In November, Dignity International (DI) and Human Rights Education Institute of Burma collaborated to organise a three day workshop on “ Human Rights-Based Approach to Development” that took place during 22 nd -24 th November at Bangkok, Thailand. All in all, eleven participants (men and women) attended the three-day interactive workshop and its proceedings. The trainee participants are currently working with different non-profit organisations, movements and also media in Myanmar.
The workshop focused on Human Rights Based Approaches that aims to build capacities and understanding of human rights frame work and its linkages to developmental work through a participatory approach. It provided space for participants for knowledge sharing, discussions, group activities using popular educational modules and was able to encourage a tolerant culture to diversity regardless of religion, social status, and gender.
From left: Jerald Joseph (Executive Director DI),
Cherry Zahau (HREIB) and Saadia Haq (DI TUT trainer)
Executive Director, Dignity International, Jerald Joseph and Saadia Haq, Dignity TUT Trainer conducted the different sessions during the workshop. They were supported by Aung Myo Min, Director HREIB for bringing more in-depth knowledge of human rights situation in Myanmar.

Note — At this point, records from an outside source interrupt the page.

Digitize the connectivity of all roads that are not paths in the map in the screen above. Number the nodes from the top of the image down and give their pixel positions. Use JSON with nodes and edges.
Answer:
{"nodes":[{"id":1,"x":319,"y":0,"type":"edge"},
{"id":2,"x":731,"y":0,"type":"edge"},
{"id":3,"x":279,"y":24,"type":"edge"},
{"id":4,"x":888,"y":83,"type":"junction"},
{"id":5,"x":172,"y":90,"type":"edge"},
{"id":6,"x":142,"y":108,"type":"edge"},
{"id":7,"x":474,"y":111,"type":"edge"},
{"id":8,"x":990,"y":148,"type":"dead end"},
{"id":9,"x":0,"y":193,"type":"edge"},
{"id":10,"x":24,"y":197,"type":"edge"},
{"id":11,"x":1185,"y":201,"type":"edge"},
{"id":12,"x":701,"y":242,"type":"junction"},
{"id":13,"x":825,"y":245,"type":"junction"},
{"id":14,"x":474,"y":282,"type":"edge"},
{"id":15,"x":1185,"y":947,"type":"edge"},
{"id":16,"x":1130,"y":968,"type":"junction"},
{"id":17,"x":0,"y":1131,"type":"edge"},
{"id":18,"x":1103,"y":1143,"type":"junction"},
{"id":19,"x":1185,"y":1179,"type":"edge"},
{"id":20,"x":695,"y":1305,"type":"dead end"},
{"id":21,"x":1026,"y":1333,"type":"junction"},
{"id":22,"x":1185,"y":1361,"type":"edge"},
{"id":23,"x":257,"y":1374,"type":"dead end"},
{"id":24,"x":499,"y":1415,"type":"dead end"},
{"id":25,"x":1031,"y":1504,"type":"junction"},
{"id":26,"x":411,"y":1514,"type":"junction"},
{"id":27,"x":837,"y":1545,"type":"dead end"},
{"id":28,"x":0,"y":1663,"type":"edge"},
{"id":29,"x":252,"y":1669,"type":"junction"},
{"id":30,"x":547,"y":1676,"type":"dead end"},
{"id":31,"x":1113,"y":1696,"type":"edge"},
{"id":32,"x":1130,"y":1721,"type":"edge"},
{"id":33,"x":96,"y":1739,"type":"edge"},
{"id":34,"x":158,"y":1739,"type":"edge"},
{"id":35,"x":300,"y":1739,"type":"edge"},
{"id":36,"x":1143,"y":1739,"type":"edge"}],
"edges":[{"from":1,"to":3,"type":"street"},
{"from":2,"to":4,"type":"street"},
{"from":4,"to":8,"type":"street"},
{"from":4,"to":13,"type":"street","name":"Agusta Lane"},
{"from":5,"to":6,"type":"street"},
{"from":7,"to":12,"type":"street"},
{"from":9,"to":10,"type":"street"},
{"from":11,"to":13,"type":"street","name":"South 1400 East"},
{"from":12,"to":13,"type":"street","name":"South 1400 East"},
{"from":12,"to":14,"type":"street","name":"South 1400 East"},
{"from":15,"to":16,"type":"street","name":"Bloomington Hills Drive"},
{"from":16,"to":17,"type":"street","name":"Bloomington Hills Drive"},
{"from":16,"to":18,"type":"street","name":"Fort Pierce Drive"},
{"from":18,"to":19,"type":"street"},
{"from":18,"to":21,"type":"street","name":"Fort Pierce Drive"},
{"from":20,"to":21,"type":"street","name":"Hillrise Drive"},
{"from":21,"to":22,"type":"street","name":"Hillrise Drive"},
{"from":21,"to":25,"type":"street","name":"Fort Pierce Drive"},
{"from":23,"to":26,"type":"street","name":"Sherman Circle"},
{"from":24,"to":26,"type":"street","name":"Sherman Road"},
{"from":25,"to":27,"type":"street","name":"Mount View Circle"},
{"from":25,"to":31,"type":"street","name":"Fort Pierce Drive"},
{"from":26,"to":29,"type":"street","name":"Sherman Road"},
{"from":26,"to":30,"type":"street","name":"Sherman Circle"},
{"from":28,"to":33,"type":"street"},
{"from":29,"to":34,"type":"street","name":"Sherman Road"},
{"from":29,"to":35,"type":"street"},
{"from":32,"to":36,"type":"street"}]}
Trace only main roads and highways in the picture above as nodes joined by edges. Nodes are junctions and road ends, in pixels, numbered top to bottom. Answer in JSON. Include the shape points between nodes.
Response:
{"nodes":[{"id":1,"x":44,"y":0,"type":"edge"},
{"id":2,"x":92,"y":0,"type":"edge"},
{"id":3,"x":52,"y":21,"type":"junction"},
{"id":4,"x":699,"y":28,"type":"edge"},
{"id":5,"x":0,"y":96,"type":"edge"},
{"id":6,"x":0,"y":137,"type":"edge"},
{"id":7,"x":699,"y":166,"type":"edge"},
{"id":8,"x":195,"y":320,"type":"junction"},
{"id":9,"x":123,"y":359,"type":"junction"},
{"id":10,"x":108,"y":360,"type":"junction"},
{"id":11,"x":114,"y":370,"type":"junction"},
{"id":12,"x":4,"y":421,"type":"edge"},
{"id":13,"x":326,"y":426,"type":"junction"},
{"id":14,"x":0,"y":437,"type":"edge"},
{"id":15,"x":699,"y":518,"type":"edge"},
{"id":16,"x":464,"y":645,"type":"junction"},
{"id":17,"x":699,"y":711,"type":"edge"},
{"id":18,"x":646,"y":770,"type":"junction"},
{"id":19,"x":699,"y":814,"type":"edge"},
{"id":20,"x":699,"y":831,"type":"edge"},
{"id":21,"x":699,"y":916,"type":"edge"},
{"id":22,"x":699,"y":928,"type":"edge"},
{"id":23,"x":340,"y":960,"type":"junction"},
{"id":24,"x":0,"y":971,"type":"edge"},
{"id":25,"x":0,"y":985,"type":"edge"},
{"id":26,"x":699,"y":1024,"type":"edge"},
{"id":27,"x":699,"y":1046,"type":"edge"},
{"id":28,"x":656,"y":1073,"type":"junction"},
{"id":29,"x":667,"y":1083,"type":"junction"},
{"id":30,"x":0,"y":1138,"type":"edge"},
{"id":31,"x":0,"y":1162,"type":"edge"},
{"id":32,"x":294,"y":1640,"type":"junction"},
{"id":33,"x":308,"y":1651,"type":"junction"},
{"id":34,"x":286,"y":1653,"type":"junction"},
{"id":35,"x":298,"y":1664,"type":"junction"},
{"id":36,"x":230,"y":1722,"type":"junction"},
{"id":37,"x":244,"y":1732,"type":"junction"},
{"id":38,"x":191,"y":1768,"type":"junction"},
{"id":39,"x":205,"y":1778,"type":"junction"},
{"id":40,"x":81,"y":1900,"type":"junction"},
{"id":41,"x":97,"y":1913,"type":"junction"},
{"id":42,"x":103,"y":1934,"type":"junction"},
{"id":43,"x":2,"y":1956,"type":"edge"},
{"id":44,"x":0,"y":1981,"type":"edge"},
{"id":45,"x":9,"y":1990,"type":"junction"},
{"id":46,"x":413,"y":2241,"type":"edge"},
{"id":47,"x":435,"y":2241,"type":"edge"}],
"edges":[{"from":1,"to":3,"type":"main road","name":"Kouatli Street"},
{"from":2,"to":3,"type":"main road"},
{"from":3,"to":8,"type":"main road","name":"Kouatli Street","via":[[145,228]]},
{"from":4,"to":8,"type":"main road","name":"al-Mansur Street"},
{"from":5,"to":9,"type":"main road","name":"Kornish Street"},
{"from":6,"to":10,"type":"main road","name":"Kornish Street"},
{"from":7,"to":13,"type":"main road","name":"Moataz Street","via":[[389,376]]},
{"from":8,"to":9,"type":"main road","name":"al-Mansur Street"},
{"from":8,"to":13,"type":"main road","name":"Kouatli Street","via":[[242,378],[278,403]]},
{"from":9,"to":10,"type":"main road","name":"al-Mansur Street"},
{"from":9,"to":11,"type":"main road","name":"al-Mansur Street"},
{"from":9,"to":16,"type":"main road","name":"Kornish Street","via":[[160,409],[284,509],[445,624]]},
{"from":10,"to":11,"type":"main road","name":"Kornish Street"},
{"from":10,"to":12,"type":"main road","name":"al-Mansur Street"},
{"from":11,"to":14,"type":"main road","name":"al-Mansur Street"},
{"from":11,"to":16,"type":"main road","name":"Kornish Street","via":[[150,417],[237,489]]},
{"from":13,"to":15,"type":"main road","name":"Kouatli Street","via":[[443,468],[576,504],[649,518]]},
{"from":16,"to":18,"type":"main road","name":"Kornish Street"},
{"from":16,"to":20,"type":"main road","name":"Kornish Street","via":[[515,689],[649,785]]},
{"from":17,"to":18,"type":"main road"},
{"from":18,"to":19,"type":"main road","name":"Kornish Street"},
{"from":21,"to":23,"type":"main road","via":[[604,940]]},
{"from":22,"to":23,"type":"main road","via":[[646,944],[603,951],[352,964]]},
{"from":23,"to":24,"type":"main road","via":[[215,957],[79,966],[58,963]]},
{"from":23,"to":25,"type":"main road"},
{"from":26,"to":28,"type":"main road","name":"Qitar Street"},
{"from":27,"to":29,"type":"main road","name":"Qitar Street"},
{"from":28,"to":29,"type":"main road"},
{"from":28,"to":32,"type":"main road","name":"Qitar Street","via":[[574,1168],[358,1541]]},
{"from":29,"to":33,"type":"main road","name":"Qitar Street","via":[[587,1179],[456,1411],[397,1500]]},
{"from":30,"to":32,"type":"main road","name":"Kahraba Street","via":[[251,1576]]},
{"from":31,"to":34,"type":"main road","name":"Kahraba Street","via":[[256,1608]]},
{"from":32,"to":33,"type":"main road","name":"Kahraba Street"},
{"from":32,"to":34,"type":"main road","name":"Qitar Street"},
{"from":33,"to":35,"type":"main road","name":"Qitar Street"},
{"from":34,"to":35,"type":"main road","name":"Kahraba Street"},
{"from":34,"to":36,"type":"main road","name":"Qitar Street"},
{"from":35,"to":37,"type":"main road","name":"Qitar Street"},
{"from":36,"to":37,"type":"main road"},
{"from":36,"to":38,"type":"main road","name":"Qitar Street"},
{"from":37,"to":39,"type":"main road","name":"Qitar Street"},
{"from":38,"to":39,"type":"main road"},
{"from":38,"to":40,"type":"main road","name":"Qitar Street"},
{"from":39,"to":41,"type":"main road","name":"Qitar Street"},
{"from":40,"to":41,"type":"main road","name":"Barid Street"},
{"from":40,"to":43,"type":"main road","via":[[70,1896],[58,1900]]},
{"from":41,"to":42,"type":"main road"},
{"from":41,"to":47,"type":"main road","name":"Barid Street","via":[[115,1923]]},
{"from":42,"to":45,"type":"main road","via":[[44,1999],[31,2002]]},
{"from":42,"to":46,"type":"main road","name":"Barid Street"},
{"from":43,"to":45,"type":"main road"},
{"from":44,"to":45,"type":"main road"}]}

Participants were taken step by step through sessions including “Basic Human Rights, UDHR, Linking CP to ESR, Human Rights based Approach to Development, Non-discrimination, Accountability, Participation, Empowerment, State Obligations, and Contextual Case studies.
Throughout the three days, group work was encouraged and participants worked in smaller groups and also made presentations. This was followed by interesting discussions amongst all.
One particular highlight was the viewing of video documentary focusing on “Right to Information and Corruption.” It is an MKSS crusade effort from India about the state corruption, withholding information and how the local community mobilisation. This stimulation resulted in an open space where all the participants processed their own struggle for human rights inside Myanmar.
The workshop ended with open discussion amongst the participants and facilitators. Majority participants showed keen interest in using their new learning’s’ in their own organisational work focus and their rights based activism inside Myanmar.
Certainly, with such steps which may seem rather small are indeed positive indicators for bringing about change in Myanmar and it is s hoped the human rights situation will improve in coming times.
Contributed by Saadia Haq
*** Commonwealth Foundation Programme Manager Attachment with the Secretariat - Mr. Seth Lartey was hosted for a week (22-29th Nov 2010). In this period he was at Dignity's office to learn and understand how Dignity International works at the DI Secretariat to promote human rights works amongst its partners. DI Secretariat was pleased to be able to host him and exchange ideas with him and his organisation.
*** Briefing on Commonwealth Foundation - Dignity International and Pusat Komas organised a briefing about the Commonwealth Foundation (CF) for local Malaysian NGOs on the 29th Dec 2010. This was to get more NGOs familiar with the work of the CF and also realise opportunities, both partnership and funding, that is possible with the CF.
*** UN Summit on Climate Change - Women, men and youth, rural and small farmer communities and indigenous peoples from all over the world, took to the streets of Mexico City before boarding caravans that will take them to Cancun where the UN Climate conference COP16 is taking place.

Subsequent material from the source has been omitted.